*Activity*. Bring together copies of the lines in the data below that contain the word "Primo".

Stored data
▼▼▼

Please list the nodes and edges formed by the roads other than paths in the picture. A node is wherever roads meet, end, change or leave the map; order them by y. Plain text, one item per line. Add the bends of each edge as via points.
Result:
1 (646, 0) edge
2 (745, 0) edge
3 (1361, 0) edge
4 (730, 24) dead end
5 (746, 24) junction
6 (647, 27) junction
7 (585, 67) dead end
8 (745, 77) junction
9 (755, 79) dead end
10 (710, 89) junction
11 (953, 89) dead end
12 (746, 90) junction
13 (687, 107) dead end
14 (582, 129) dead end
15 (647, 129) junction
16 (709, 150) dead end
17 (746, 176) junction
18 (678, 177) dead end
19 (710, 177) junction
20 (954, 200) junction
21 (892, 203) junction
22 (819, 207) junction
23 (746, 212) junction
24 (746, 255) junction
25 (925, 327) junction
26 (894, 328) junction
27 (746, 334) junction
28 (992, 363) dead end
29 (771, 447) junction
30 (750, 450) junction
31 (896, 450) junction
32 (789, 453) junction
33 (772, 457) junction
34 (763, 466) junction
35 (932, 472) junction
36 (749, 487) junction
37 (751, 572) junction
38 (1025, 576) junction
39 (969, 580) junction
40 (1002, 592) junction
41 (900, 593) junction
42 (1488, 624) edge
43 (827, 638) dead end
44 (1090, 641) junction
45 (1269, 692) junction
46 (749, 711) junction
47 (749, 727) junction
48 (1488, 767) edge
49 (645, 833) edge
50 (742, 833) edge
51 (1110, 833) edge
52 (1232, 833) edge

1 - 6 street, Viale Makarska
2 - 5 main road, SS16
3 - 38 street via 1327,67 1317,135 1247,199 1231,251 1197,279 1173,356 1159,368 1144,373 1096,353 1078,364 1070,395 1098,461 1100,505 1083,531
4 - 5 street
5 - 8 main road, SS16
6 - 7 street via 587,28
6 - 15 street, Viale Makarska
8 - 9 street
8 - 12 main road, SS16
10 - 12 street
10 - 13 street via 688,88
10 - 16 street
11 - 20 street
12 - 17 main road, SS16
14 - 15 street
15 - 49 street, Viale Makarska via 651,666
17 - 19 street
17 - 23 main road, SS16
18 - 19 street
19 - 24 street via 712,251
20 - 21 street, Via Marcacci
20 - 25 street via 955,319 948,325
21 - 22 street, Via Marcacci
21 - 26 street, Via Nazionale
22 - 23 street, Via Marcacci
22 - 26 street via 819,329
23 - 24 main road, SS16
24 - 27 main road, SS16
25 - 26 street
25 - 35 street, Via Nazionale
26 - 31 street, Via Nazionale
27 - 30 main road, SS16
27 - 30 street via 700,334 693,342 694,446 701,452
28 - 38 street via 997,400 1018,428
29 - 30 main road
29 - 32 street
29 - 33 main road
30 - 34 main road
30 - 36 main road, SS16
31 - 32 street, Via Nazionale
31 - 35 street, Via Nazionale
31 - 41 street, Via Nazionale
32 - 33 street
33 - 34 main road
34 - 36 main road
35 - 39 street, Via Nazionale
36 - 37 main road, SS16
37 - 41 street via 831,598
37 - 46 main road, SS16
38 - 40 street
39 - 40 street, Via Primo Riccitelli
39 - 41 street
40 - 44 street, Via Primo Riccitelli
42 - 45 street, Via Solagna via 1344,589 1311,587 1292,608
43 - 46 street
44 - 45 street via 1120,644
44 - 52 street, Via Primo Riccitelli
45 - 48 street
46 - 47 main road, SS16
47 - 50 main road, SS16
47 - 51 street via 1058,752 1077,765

▲▲▲

*Result of the task*.
39 - 40 street, Via Primo Riccitelli
40 - 44 street, Via Primo Riccitelli
44 - 52 street, Via Primo Riccitelli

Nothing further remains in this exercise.